I fully agree with this sentiment. We do have the freedom to make our choice. That's what brave American soldiers have fought and died to defend. And Salty's "read a history book" comment to Colin Kaepernick was a perplexing, tone-deaf, sad, and overall wrong choice. Regardless of whether or not you agree with an American's right to peacefully protest the National Anthem and the American flag, the audacity here was off the charts. Why Salty couldn't have said something like "I disagree with what Kaepernick is doing... but he's doing what his beliefs are, and that's his freedom to make that choice" is something I will never understand. That would have been more in line with what he was saying about skipping White House visits, so I dunno. Saltalamacchia is a huge law enforcement supporter and his grandfather was a local sheriff. He admirably raises money for the families of fallen officers. And while he acknowledges that not all officers are honorable, he likely felt Kap's statements about police violence against Persons of Color was an attack on the law enforcement he believes in. And I get that. But that's not an excuse for what was said. How could it be?

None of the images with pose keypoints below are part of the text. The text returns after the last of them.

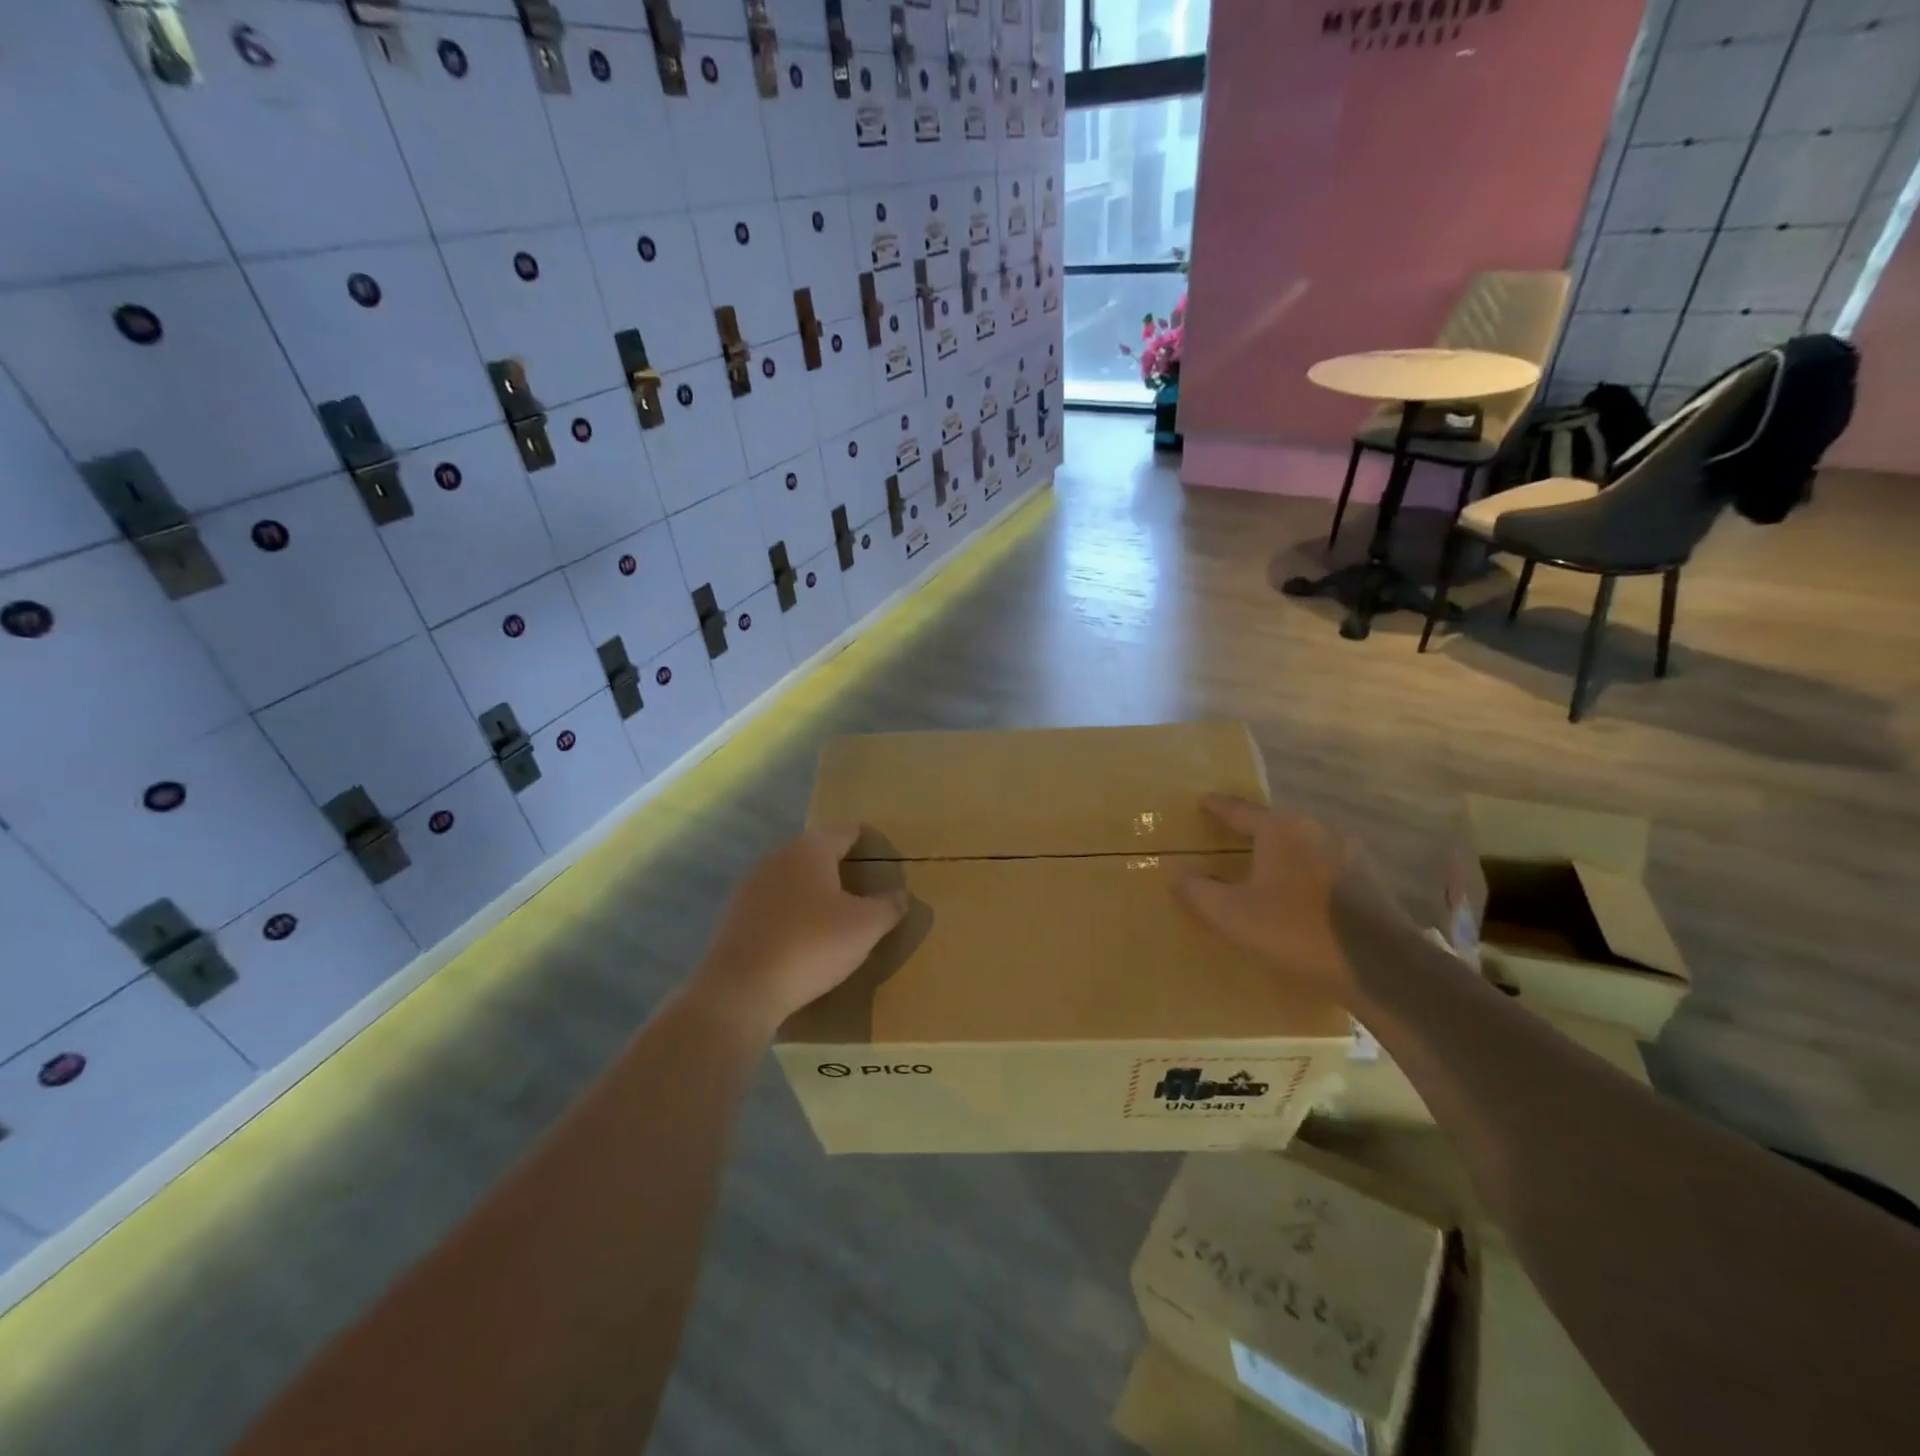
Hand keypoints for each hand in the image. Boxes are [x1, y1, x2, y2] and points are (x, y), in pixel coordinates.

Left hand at [693, 825, 907, 1036]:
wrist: (741, 990)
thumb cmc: (811, 945)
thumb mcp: (865, 927)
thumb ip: (888, 906)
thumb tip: (899, 895)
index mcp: (810, 848)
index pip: (847, 831)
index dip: (870, 843)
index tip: (887, 863)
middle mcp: (777, 857)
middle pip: (818, 853)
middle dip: (843, 868)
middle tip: (867, 893)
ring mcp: (751, 886)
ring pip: (794, 879)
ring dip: (816, 893)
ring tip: (839, 918)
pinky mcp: (735, 916)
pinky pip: (775, 906)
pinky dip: (793, 915)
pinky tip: (805, 940)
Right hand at [1172, 795, 1417, 1006]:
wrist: (1382, 968)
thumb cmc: (1296, 932)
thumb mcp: (1232, 915)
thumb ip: (1197, 891)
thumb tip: (1175, 873)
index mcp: (1280, 829)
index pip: (1239, 810)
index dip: (1216, 806)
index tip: (1202, 801)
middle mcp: (1316, 829)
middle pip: (1273, 825)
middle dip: (1250, 833)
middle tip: (1228, 842)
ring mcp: (1349, 853)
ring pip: (1301, 847)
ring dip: (1280, 856)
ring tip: (1262, 874)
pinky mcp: (1369, 881)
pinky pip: (1323, 868)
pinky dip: (1304, 876)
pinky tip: (1299, 899)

As a quick aside here... While I agree that President Obama didn't do enough for veterans (seriously, no president has), I will say that apparently he did enough that President Trump decided to take credit for it. And if you want a quick run-down of the many things that Obama did for veterans even as Republicans were trying to take things away from them, here's a letter by Ben Lofton which lays it out for you.

But anyway...

It's dangerous to have heroes. Because heroes are only human and humans can let you down.

I still love Jarrod Saltalamacchia. He was my hero during the BoSox run to a World Series win, he was a source of great joy at a difficult time for me, and the fact that he said something awful that I vehemently oppose doesn't change what he meant to me at that time. I can no more remove Salty from the 2013 Red Sox than I can stop rooting for the Red Sox.

Maybe in the future he'll do something so unforgivable that I won't be able to reconcile it with being a fan (like shooting a puppy Kristi-Noem-style), but Lord I hope not. This sick sad world is just too damn awful to have to cut out people, places, and moments that brought you even a sliver of happiness.